Souvenons-nous, en 2013, les premières nominations d’administrateurs salariés. La crainte de l’ensemble de la place était la façon dont ils allaient gérer l’étanchéité avec les CE, et les syndicats, notamment sur les informations sensibles que peuvent être les projets stratégiques et les questions sociales. Il est vrai que le risque de conflit d’intérêt est grand : les CE nomment directement les administrateurs salariés, quand un administrateur proposé par un actionnaire doit quand même être élu par l’assemblée générale. Le fait est que les administrateurs salariés gèrent très bien ce conflit d’intérêt. Aucun cas, depuis 2013, de dérapage d’un dossier parce qu’un administrateur salarié l’aurait indûment communiqué à son CE. A titre personnel, siégeant dans deux conseils dont l’un a connu sur cette période une opération stratégique qui imposait la plus grande confidentialité, et l’autre un plan de restructuration également très sensible, je peux attester que les administrateurs salariés ont eu un comportement exemplaire à la fois dans la participation aux débats du conseil, et dans l’étanchéité par rapport au CE et aux syndicats.

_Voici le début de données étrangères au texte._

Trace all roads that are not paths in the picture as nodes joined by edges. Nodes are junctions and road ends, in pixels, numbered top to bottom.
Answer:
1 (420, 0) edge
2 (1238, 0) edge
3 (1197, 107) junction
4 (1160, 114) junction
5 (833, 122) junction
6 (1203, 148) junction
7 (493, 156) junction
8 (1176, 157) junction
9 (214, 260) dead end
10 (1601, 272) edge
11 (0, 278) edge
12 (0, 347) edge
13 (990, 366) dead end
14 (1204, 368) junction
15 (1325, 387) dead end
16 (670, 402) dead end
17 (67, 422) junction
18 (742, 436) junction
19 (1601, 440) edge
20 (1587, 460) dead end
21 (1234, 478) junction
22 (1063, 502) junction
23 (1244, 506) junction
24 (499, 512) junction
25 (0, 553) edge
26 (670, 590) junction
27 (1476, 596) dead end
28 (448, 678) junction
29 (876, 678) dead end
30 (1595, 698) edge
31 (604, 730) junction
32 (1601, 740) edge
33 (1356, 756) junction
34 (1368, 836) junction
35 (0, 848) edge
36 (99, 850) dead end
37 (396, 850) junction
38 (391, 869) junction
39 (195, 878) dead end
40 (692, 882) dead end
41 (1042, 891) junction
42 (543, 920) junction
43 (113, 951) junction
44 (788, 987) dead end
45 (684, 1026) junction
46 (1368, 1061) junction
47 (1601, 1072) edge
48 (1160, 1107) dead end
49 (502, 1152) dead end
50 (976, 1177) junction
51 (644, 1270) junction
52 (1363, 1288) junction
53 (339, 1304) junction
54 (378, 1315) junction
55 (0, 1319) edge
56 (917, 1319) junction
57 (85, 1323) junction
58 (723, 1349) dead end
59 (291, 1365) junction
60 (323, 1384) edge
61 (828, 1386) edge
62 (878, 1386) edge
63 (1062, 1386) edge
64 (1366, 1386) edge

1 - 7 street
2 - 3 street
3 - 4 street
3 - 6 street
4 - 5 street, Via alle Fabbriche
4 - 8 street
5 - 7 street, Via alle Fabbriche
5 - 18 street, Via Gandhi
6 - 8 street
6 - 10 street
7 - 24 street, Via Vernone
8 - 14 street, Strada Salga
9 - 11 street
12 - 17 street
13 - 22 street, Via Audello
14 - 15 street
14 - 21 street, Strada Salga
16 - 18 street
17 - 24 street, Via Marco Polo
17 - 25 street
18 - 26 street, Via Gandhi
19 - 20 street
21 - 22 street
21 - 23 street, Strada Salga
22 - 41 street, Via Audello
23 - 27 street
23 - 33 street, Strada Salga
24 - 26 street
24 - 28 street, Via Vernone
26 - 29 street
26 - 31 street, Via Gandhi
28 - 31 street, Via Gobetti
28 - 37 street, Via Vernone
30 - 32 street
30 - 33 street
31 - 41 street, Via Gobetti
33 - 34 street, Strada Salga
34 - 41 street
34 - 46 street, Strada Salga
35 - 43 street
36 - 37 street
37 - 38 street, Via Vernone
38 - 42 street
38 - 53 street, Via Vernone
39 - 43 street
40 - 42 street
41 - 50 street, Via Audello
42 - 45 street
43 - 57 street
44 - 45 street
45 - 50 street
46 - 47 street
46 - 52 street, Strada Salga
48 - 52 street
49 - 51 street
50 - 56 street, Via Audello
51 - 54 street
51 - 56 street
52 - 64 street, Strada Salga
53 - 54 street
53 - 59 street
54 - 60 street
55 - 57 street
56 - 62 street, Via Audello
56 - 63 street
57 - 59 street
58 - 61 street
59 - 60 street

Que pouvons-nous en apprendre ? D’abord, que les administrateurs salariés sont « nouveaux » ; ils ne viennent pas du sérail. C’est peut-être, pour nous administrateurs « classiques » (je me place dans cette catégorie) une leçon de modestie : notre façon de voir les conflits d’intérêts a peut-être besoin d’un bon coup de remise en cause et de dépoussiérage.
 
Ensuite, les administrateurs salariés sont obligatoirement formés aux sujets de compliance, parce que la loi l’impose (40 heures de formation par administrateur). Nous pourrions rendre cette formation obligatoire pour tout administrateur. Ce serait fastidieux mais in fine chacun y apprendrait sans doute quelque chose, un peu comme dans les stages pour les permis à points.
Enfin, les administrateurs salariés ont eu la volonté d’être exemplaires en termes d’intégrité. Ils savaient bien qu’ils étaient montrés du doigt, ils savaient bien que certaines sociétés, au début, tenaient des séance de conseils en double pour qu’ils n’aient pas toutes les informations ; ils savaient bien qu’ils n’étaient pas partout les bienvenus. Aujourd’hui, 5 ans après leur arrivée dans le paysage français, les administrateurs salariés se sont imposés par le respect strict des règles humaines d’intégrité, le bagage technique acquis par la formation, par leur finesse dans la gestion du conflit d’intérêt structurel qu’ils ont avec le CE.
A mon sens, un exemple à suivre, avant de songer à de nouvelles lois.